The humour misses a lot more than it hits. Cahill, to his credit, stuffs a lot of jokes into a scene. The dialogue has a joke (or two) in almost every line, but that creates a challenge for the actors. When there’s too many jokes, laughs get lost easily. There’s a strange rhythm to the line reads and delivery that makes each joke feel like a series of set-ups without a punchline. When the payoff eventually comes it feels rote.

As an example, Chi, speaks mainly in malapropisms, it’s the old Jimmy Durante schtick by way of Offaly. Sometimes, Chi’s verbal slip-ups raise a smile, but more often an eyebrow.

Like Chi, each of the other members of the household rely on one distinguishing characteristic for laughs. Luke Corcoran as Robbie is nearly always exasperated with those around him, Jay has a twitchy, nervous energy and Liv is likely to be annoyed at all three.

One-note played over and over doesn’t make for beautiful music.
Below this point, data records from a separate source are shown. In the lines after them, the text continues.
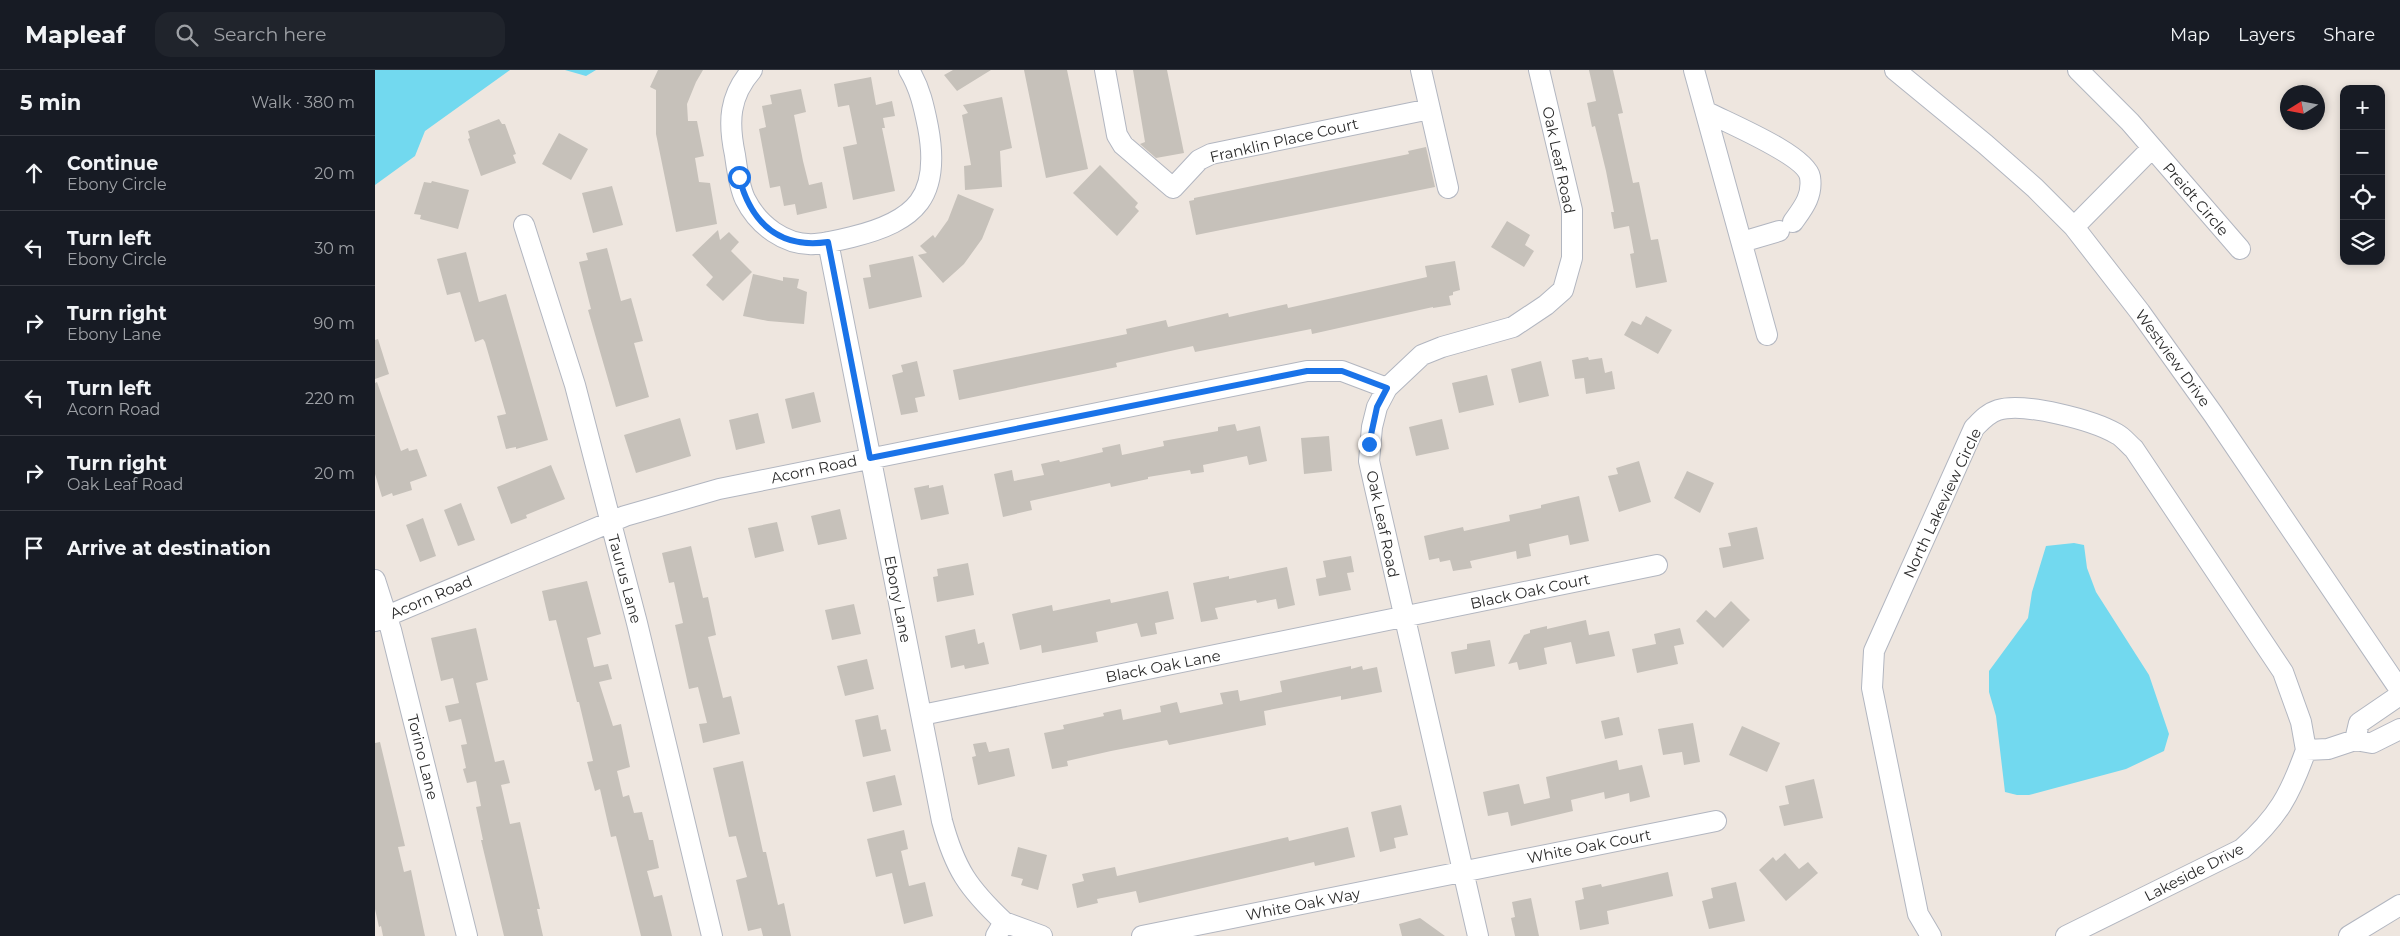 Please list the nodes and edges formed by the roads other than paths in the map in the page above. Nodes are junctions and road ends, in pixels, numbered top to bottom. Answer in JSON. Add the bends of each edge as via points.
{"nodes":[{"id":1,"x":752,"y":70,"type":"edge"},
{"id":2,"x":909,"y":70,"type":"edge"},
{"id":3,"x":1105,"y":70,"type":"edge"},
{"id":4,"x":1421,"y":70,"type":"edge"},
{"id":5,"x":1539,"y":70,"type":"edge"},
{"id":6,"x":1694,"y":70,"type":"edge"},
{"id":7,"x":1895,"y":70,"type":"edge"},
{"id":8,"x":2078,"y":70,"type":"edge"},
{"id":9,"x":1430,"y":109,"type":"junction"},
{"id":10,"x":1707,"y":112,"type":"junction"},
{"id":11,"x":2152,"y":148,"type":"junction"},
{"id":12,"x":1448,"y":188,"type":"dead end"},
{"id":13,"x":524,"y":226,"type":"dead end"},
{"id":14,"x":2074,"y":227,"type":"junction"},
{"id":15,"x":828,"y":242,"type":"junction"},
{"id":16,"x":1742,"y":242,"type":"junction"},
{"id":17,"x":2240,"y":249,"type":"dead end"},
{"id":18,"x":1767,"y":335,"type":"dead end"},
{"id":19,"x":1387,"y":388,"type":"junction"},
{"id":20,"x":870,"y":458,"type":"junction"},
{"id":21,"x":611,"y":522,"type":"junction"},
{"id":22,"x":1657,"y":565,"type":"dead end"},
{"id":23,"x":375,"y":580,"type":"edge"},
{"id":24,"x":1404,"y":618,"type":"junction"},
{"id":25,"x":381,"y":619,"type":"edge"},
{"id":26,"x":2400,"y":690,"type":"edge"},
{"id":27,"x":2400,"y":694,"type":"edge"},
{"id":28,"x":922,"y":715,"type":"junction"},
{"id":29,"x":2400,"y":729,"type":"edge"},
{"id":30,"x":2355,"y":740,"type":"junction"},
{"id":31,"x":2306,"y":750,"type":"junction"},
{"id":32,"x":1716,"y":821,"type":"dead end"},
{"id":33,"x":1463,"y":872,"type":"junction"},
{"id":34,"x":2400,"y":905,"type":"edge"},
{"id":35,"x":1000,"y":929,"type":"edge"},
{"id":36,"x":1208,"y":930,"type":"edge"},
{"id":37,"x":467,"y":936,"type":"edge"},
{"id":38,"x":712,"y":936,"type":"edge"},
{"id":39,"x":1042,"y":936,"type":"edge"},
{"id":40,"x":1142,"y":936,"type":"edge"},
{"id":41,"x":1477,"y":936,"type":"edge"},
{"id":42,"x":1931,"y":936,"type":"edge"},
{"id":43,"x":2066,"y":936,"type":"edge"},
{"id":44,"x":2349,"y":936,"type":"edge"}],
"edges":[{"from":1,"to":15,"type":"street","via":[[740,85],[730,119],[731,138],[745,198],[767,228],[783,238],[801,244]]},
{"from":2,"to":15,"type":"street","via":[[917,84],[925,113],[932,156],[933,169],[920,202],[895,224]]},
{"from":3,"to":9,"type":"street","name":"Franklin Place Court","via":[[1117,135],[1123,145],[1173,188],[1199,160],[1211,154]]},
{"from":4,"to":9,"type":"street"},
{"from":5,"to":19,"type":"street","name":"Oak Leaf Road","via":[[1572,210],[1572,258],[1563,290],[1546,306],[1513,327],[1422,355]]},
{"from":6,"to":10,"type":"street"},
{"from":7,"to":14,"type":"street","name":"Westview Drive","via":[[1985,144]]},
{"from":8,"to":11,"type":"street","name":"Preidt Circle"},
{"from":9,"to":12,"type":"street"},
{"from":10,"to":16,"type":"street"},
{"from":10,"to":16,"type":"street","via":[[1779,147],[1799,161],[1810,176],[1808,201],[1786,227]]},
{"from":11,"to":14,"type":"street","name":"Preidt Circle"},
{"from":11,"to":17,"type":"street","name":"Preidt Circle"},
{"from":13,"to":21,"type":"street","name":"Taurus Lane","via":[[575,385]]},
{"from":14,"to":26,"type":"street","name":"Westview Drive","via":[[2213,414]]},
{"from":15,"to":20,"type":"street","name":"Ebony Lane"},
{"from":16,"to":18,"type":"street"},
{"from":19,"to":20,"type":"street","name":"Acorn Road","via":[[1342,371],[1307,371]]},
{"from":19,"to":24,"type":"street","name":"Oak Leaf Road","via":[[1372,426],[1369,462]]},
{"from":20,"to":21,"type":"street","name":"Acorn Road","via":[[719,489]]},
{"from":20,"to":28,"type":"street","name":"Ebony Lane"},
{"from":21,"to":25,"type":"street","name":"Acorn Road"},
{"from":21,"to":38,"type":"street","name":"Taurus Lane"},
{"from":22,"to":24,"type":"street","name":"Black Oak Court"},
{"from":23,"to":25,"type":"street","name":"Torino Lane"},
{"from":24,"to":28,"type":"street","name":"Black Oak Lane"},
{"from":24,"to":33,"type":"street","name":"Oak Leaf Road"},
{"from":25,"to":37,"type":"street","name":"Torino Lane"},
{"from":27,"to":30,"type":"street","via":[[2359,723]]},
{"from":28,"to":35,"type":"street","name":"Ebony Lane","via":[[950,849],[963,875]]},
{"from":29,"to":30,"type":"street","via":[[2372,743]]},
{"from":30,"to":31,"type":"street","via":[[2328,749]]},
{"from":31,"to":42,"type":"street","name":"North Lakeview Circle","via":[[2301,722],[2283,672],[2133,449],[2118,434],[2093,423],[2028,408],[1997,410],[1974,428],[1874,651],[1872,688],[1919,914]]},
{"from":31,"to":43,"type":"street","name":"Lakeside Drive","via":[[2292,790],[2278,812],[2242,849]]},
{"from":32,"to":33,"type":"street","name":"White Oak Court"},
{"from":33,"to":36,"type":"street","name":"White Oak Way"},
{"from":33,"to":41,"type":"street","name":"Oak Leaf Road"},
{"from":34,"to":44,"type":"street"},
{"from":35,"to":39,"type":"street"},
{"from":36,"to":40,"type":"street","name":"White Oak Way"}]}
Jay and Chi’s double act of feeding each other’s conspiracy theories and cynicism sometimes approaches a worthwhile destination. Follow the Dead asks questions of our willingness to believe what we see on the Internet. Their exchanges, taking place in a cramped living room, touch on the maze of misinformation that comes with every refresh of a Twitter timeline or Facebook newsfeed.

But these kinds of sequences tend to fade into the background as Cahill’s script moves from plot point to plot point without letting any one element of the story come into its own.

Robbie’s ex-wife, a guard named Kate, is back in town and with her return Robbie’s troubled past comes into view. Meanwhile, a vigilante group has taken advantage of the vacuum in power and has started a terror campaign of their own in the name of revolution. Then there’s the parish-politics angle as the town is split on how to cope with the impending hordes of the undead.

Even the zombies take a backseat to other concerns. That’s perhaps the big idea at play here. With everything else that’s going on, who has time for the walking dead?

The make-up downplays their role as well: they are not always immediately recognisable as zombies. Indeed, the walking dead are competing in the scare department with the revolutionary vigilante guys, who wear gnarly masks. Chi calls them “Shlipknot” at one point, which diminishes the menace somewhat.

And that is the big issue with Follow the Dead. You can make a genre-aware film, or a film that calls attention to itself, but you can’t have joke after joke and then expect the scares to work too.

The gore that pops up from time to time feels shocking for its own sake. The effects are well done but it’s very hard to be invested in a horror narrative that isn’t wholly invested in itself. Be funny or be scary or even scary-funny, but funny-scary is a difficult tone for a film, one that Follow the Dead makes a haphazard attempt at.

What is most surprising then is that in rare cases this scattershot approach to tone produces a handful of genuinely affecting scenes. Almost out of nowhere, when Follow the Dead isn’t trying to be funny or scary, it succeeds in being heartfelt.

For much of Follow the Dead, Robbie and the rest of the Whelan family are treated as objects of fun. Reeling off quips and snipes at one another and the world around them. But in these quieter moments, the characters aren’t joke machines, they’re people worth caring about.

These standout sequences in which characters have deeply moving heart-to-heart exchanges feel apart from the rest of the film. The earnestness is at odds with the snark seen throughout.

Praising sequences that play unlike anything else in the film doesn’t do much to recommend Follow the Dead. I will say that these more dramatic sequences left an impression of Cahill as a filmmaker.

In the director’s statement on Follow the Dead’s website, Cahill speaks of an ambition to “to use the medium of film to tell unique, thought-provoking stories, with an emphasis on making Irish genre films”.